Layout is drawn on the floor---'god marks' transferred to the ceiling using a plum bob or a laser.


----------



## WillK (Aug 29, 2010)

I'm not creating a grid, but Harbor Freight has a self levelling laser that can project horizontal and vertical lines, $50.

http://www.harborfreight.com/self-leveling-laser-level-92703.html


----------



## user1007 (Sep 23, 2009)

As hinted, the only problem with laying out on the floor and transferring to the ceiling? Unlikely they will match. I know I sound cynical but nobody cares with new construction. Nobody checks for square or even plumb as they frame from the floor up anymore. You could have a foot or more difference. You have to work only with the ceiling dimensions.


----------



## MNdiydude (Feb 2, 2012)

sdsester said:


> The problem is I bet you $10 you don't have anything near square anywhere up there at cathedral level.


That is what I anticipate I'm going to find. That's why I was thinking a laser that projected a grid or a square would give an immediate visual indication of where a wall traveled outwards or inwards, etc. You could adjust the "square" for best fit to the ceiling. Transfer marks to the ceiling. Then from there you could figure out your actual layout. 

The marks would mainly be to give you a frame of reference.

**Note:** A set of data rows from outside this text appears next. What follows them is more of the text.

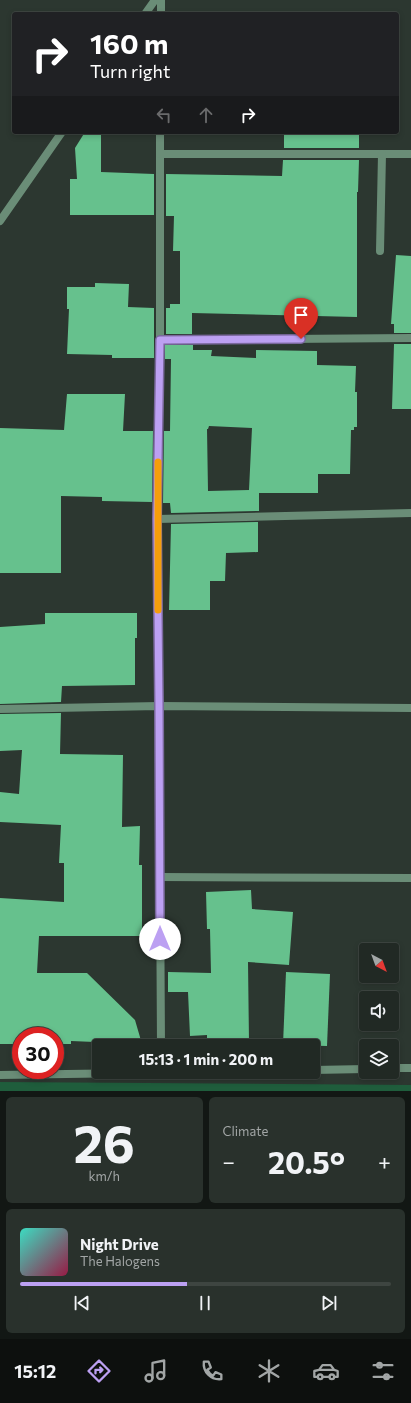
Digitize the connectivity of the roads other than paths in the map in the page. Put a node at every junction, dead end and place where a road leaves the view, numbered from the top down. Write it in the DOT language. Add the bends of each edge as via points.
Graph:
graph roads {
  1 [pos="155,0"];
  2 [pos="161,0"];
  3 [pos="146,12"];
  4 [pos="161,12"];
  5 [pos="61,134"];
  6 [pos="160,134"];
  7 [pos="160,154"];
  8 [pos="382,154"];
  9 [pos="411,154"];
  10 [pos="0,221"];
  11 [pos="380,251"];
  12 [pos="411,338"];
  13 [pos="160,340"];
  14 [pos="411,513"];
  15 [pos="157,519"];
  16 [pos="159,706"];
  17 [pos="411,708"];
  18 [pos="0,709"];
  19 [pos="159,877"];
  20 [pos="411,878"];
  21 [pos="161,1039"];
  22 [pos="399,1068"];
  23 [pos="411,1068"];
  24 [pos="359,1069"];
  25 [pos="320,1070"];
  26 [pos="92,1073"];
  27 [pos="0,1075"];
  1 -- 3 [label="street"];
  2 -- 4 [label="street"];
  5 -- 10 [label="street"];
  6 -- 7 [label="street"];
  7 -- 8 [label="street"];
  7 -- 13 [label="street"];
  8 -- 9 [label="street"];
  8 -- 11 [label="street"];
  12 -- 13 [label="street"];
  13 -- 15 [label="street"];
  14 -- 15 [label="street"];
  15 -- 16 [label="street"];
  16 -- 17 [label="street"];
  16 -- 18 [label="street"];
  16 -- 19 [label="street"];
  19 -- 20 [label="street"];
  19 -- 21 [label="street"];
  22 -- 23 [label="street"];
  24 -- 25 [label="street"];
  26 -- 27 [label="street"];
}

In an odd shaped room with nothing parallel, I just think it would be helpful to see what you're dealing with before you start, versus trying to accomplish the same thing by stretching strings.

Doesn't sound like they make a laser that will do that. But some other good ideas were offered. Thanks!


----------



## user1007 (Sep 23, 2009)

MNdiydude said:


> Doesn't sound like they make a laser that will do that. But some other good ideas were offered. Thanks!

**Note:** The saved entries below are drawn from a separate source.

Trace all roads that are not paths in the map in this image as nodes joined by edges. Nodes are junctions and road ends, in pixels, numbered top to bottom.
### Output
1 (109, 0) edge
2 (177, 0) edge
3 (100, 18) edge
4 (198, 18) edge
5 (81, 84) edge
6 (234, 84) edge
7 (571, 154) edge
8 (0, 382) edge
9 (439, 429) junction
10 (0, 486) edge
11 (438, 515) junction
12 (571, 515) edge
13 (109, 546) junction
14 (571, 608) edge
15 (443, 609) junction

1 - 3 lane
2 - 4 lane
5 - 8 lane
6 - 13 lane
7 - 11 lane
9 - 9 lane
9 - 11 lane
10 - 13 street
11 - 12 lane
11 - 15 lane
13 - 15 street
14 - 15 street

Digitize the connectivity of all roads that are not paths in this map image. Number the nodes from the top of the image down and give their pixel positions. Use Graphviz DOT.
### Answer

I have not heard of one but it is a great idea. Imagine a device that could calculate adjustments for ceiling or tile layouts. Then project compensated "chalk lines"? What a time saver. Of course good tile guys can somehow look at a floor and know how much they have to fudge spacing as they go. 

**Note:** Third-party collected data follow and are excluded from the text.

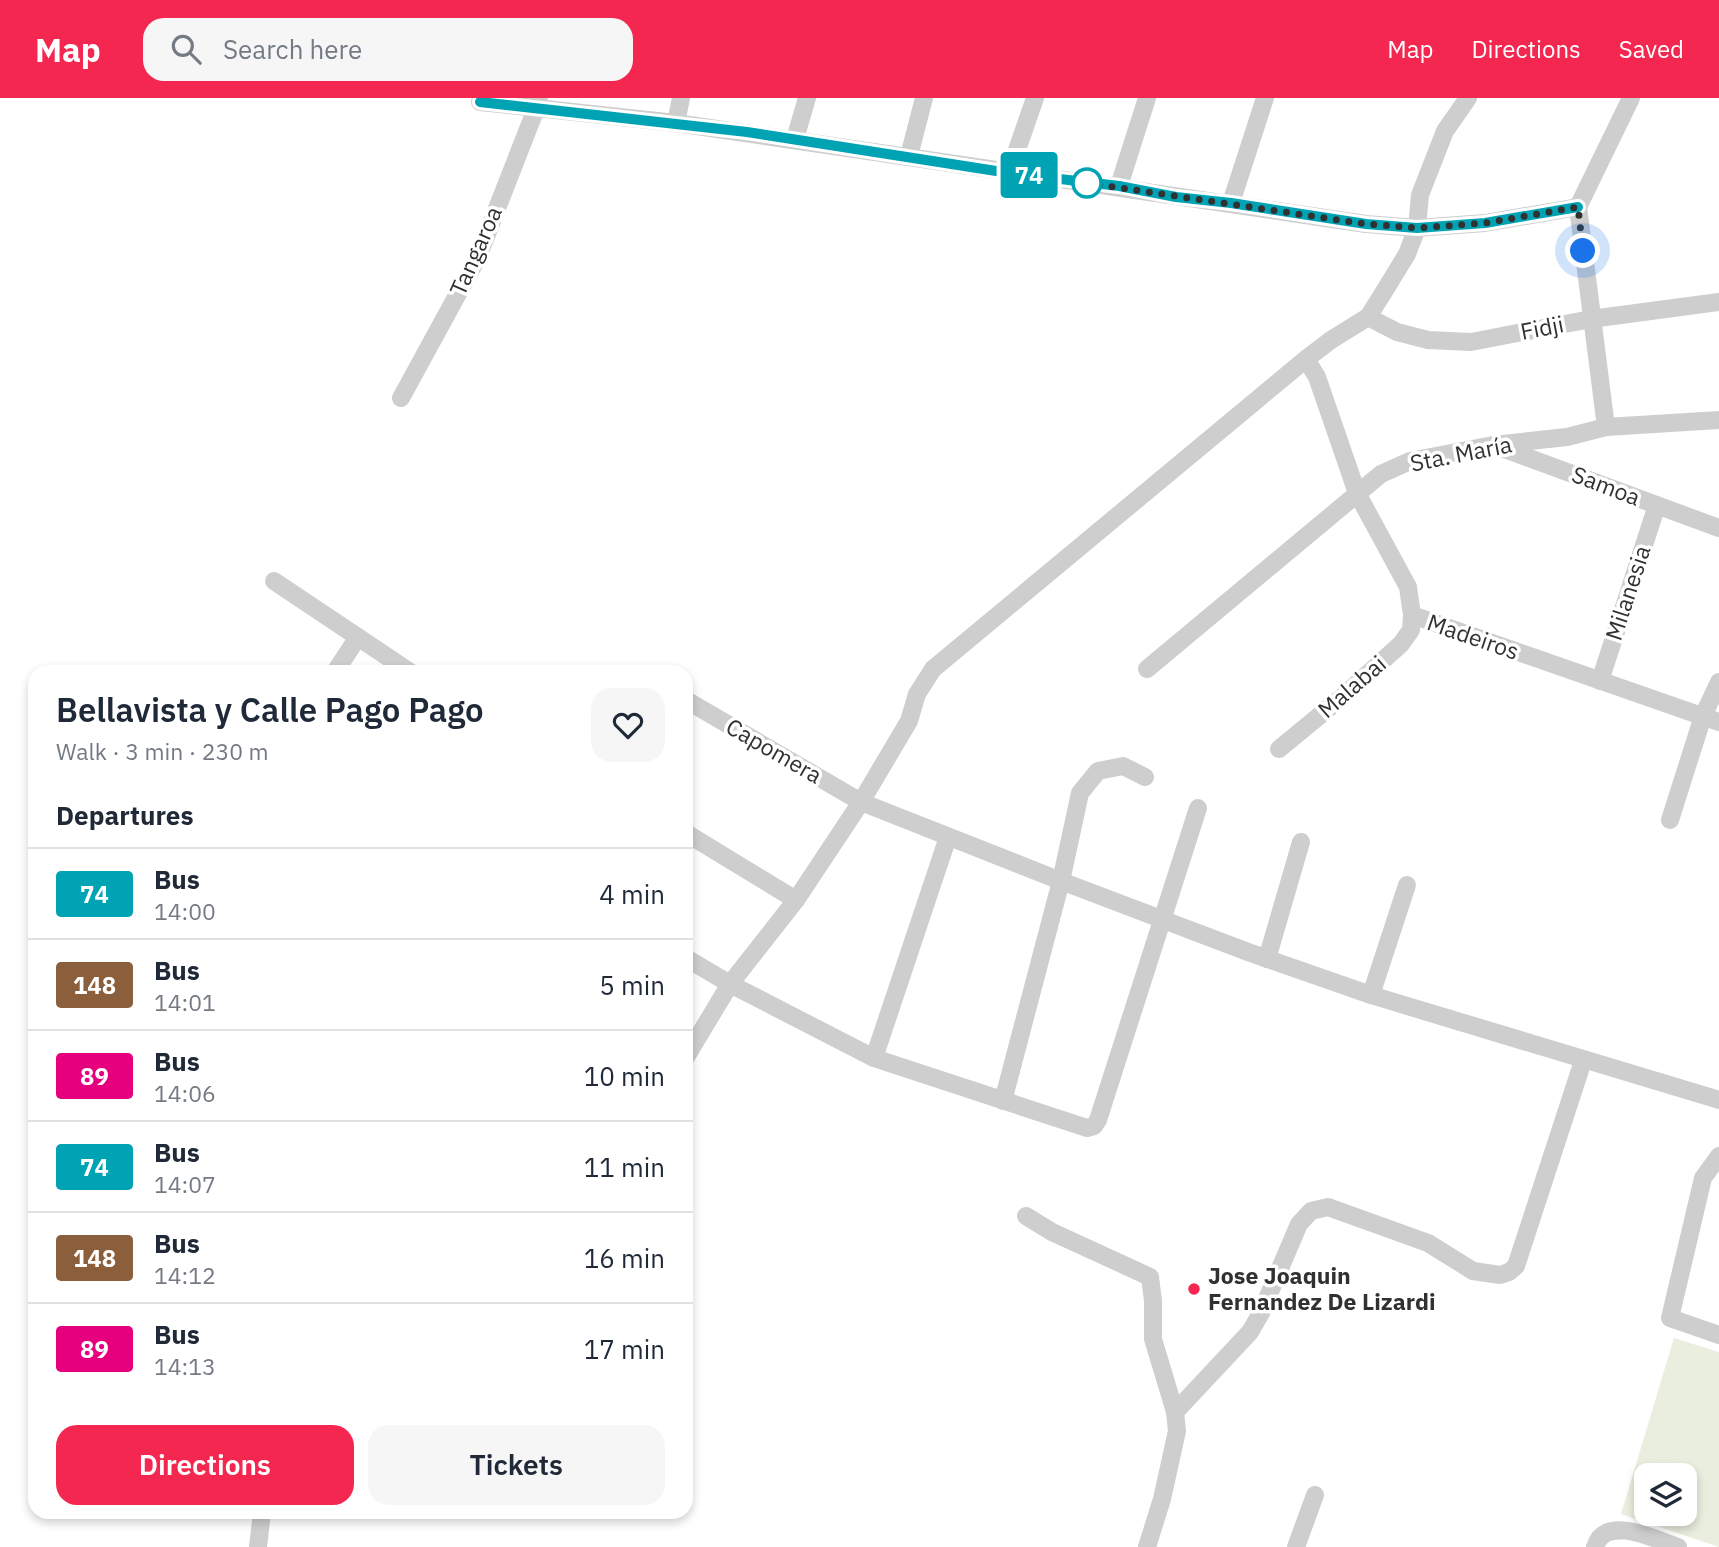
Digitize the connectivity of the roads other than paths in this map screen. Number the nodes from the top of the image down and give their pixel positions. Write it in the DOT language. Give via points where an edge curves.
graph roads {
  1 [pos="681,98"];
  2 [pos="807,98"];
  3 [pos="924,98"];
  4 [pos="1035,98"];
  5 [pos="1147,98"];
  6 [pos="1265,98"];
  7 [pos="1468,98"];
  8 [pos="1630,98"];
  9 [pos="480,102"];
  10 [pos="538,103"];
  11 [pos="676,123"];
  12 [pos="795,139"];
  13 [pos="909,156"];
  14 [pos="1009,173"];
  15 [pos="1119,186"];
  16 [pos="1231,203"];
  17 [pos="1578,207"];
  18 [pos="1417,228"];
  19 [pos="1719,302"];
  20 [pos="1368,317"];
  21 [pos="1591,319"];
  22 [pos="1306,359"];
  23 [pos="401,398"];
  24 [pos="1719,420"];
  25 [pos="1606,427"];
  26 [pos="1493,445"];
  27 [pos="1357,494"];
  28 [pos="1657,505"];
  29 [pos="1719,528"];
  30 [pos="274,581"];
  31 [pos="1412,615"];
  32 [pos="358,637"];
  33 [pos="340,665"];
  34 [pos="400,665"];
  35 [pos="1147,669"];
  36 [pos="1600,681"];
  37 [pos="1719,681"];
  38 [pos="693,704"];
  39 [pos="1711,719"];
  40 [pos="1279,749"];
  41 [pos="1145,777"];
  42 [pos="861,802"];
  43 [pos="1198,808"];
  44 [pos="1670,820"];
  45 [pos="948,836"];
  46 [pos="693,837"];
  47 [pos="1301,842"];
  48 [pos="1061,881"];
  49 [pos="1407,885"];
  50 [pos="796,900"];
  51 [pos="1163,920"];
  52 [pos="1268,959"];
  53 [pos="693,962"];
  54 [pos="730,984"];
  55 [pos="1371,995"];
  56 [pos="693,1045"];
  57 [pos="874,1058"];
  58 [pos="1583,1061"];
  59 [pos="1719,1100"];
  60 [pos="1003,1101"];
  61 [pos="1719,1156"];
  62 [pos="1026,1216"];
  63 [pos="1719,1335"];
  64 [pos="1175,1412"];
  65 [pos="1315,1495"];
  66 [pos="261,1519"];
  67 [pos="1596,1543"];
  68 [pos="258,1547"];
  69 [pos="1147,1547"];
  70 [pos="1296,1547"];
  71 [pos="1678,1547"];
  1 -- 11 [label="street"];
  2 -- 12 [label="street"];
  3 -- 13 [label="street"];
  4 -- 14 [label="street"];
  5 -- 15 [label="street"];
  6 -- 16 [label="street"];
  7 -- 18 [label="street" via="1446,131 1420,195"];
  8 -- 17 [label="street"];
  9 -- 10 [label="street"];
  10 -- 11 [label="street"];
  10 -- 23 [label="street, Tangaroa" via="478,257"];
  11 -- 12 [label="street"];
  12 -- 13 [label="street"];
  13 -- 14 [label="street"];
  14 -- 15 [label="street"];
  15 -- 16 [label="street"];
  16 -- 18 [label="street"];
  17 -- 18 [label="street" via="1485,223"];
  17 -- 21 [label="street"];
  18 -- 20 [label="street" via="1407,254"];
  19 -- 21 [label="street, Fidji"];
  20 -- 21 [label="street, Fidji" via="1427,340 1471,342"];
  20 -- 22 [label="street"];
  21 -- 25 [label="street"];
  22 -- 27 [label="street, Madeiros" via="1317,377"];
  22 -- 42 [label="street" via="933,669"];
  24 -- 25 [label="street, Sta. María"];
  25 -- 26 [label="street, Sta. María" via="1567,437"];
  26 -- 27 [label="street, Sta. María" via="1410,461 1381,474"];
  26 -- 28 [label="street, Samoa"];
  27 -- 31 [label="street, Madeiros" via="1408,586"];
  27 -- 35 [label="street, Sta. María"];
  28 -- 29 [label="street, Samoa"];
  28 -- 36 [label="street, Milanesia"];
  30 -- 32 [label="street"];
  31 -- 36 [label="street, Madeiros"];
  31 -- 40 [label="street, Malabai" via="1411,630 1401,644"];
  32 -- 33 [label="street"];
  32 -- 34 [label="street"];
  36 -- 39 [label="street, Madeiros"];
  37 -- 39 [label="street"];
  38 -- 42 [label="street, Capomera"];
  39 -- 44 [label="street"];
  41 -- 48 [label="street" via="1123,766 1098,771 1080,793"];
  42 -- 45 [label="street, Capomera"];
  42 -- 50 [label="street"];
  43 -- 51 [label="street"];
  45 -- 48 [label="street, Capomera"];
  45 -- 57 [label="street"];
  46 -- 50 [label="street"];
  47 -- 52 [label="street"];
  48 -- 51 [label="street, Capomera"];
  48 -- 60 [label="street"];
  49 -- 55 [label="street"];
  50 -- 54 [label="street"];
  51 -- 52 [label="street, Capomera"];
  51 -- 60 [label="street" via="1094,1126 1087,1128"];
  52 -- 55 [label="street, Capomera"];
  53 -- 54 [label="street"];
  54 -- 56 [label="street"];
  54 -- 57 [label="street"];
  55 -- 58 [label="street, Capomera"];
  57 -- 60 [label="street"];
  58 -- 59 [label="street, Capomera"];
  58 -- 64 [label="street" via="1516,1266 1500,1275 1479,1273 1428,1243 1328,1207 1311,1211 1298,1224 1250,1332"];
  61 -- 63 [label="street" via="1703,1178 1670,1318"];
  62 -- 64 [label="street" via="1150,1277 1153,1339"];
  64 -- 69 [label="street" via="1177,1431 1170,1465"];
  65 -- 70 [label="street"];
  66 -- 68 [label="street"];
  67 -- 71 [label="street" via="1607,1531 1618,1528"];
}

Meanwhile, as you hang in mid-air, have fun snapping lines for the ceiling. Hopefully you are not way out of wack. I guess it doesn't really matter since you have to stretch the string anyhow---square or not. Do the layout on paper before you get up there.


----------



## firehawkmph (Dec 12, 2009)

What kind of wood are you planning on installing on the ceiling? If it's real wood, say tongue and groove, it's not going to be perfectly straight anyway. Also, being it's T & G, it has a little built in adjustment room. I did all my shop walls with it and never used a laser. All the corners matched up and it looks straight and level. Take a good level, framing square, and a tape meausure and check your corners of the ceiling. 3-4-5 triangles will tell you where you're off and by how much. Than you can anticipate where you have to make your little adjustments along the way. Why don't you post some pics of the room you plan on doing.
Mike Hawkins


----------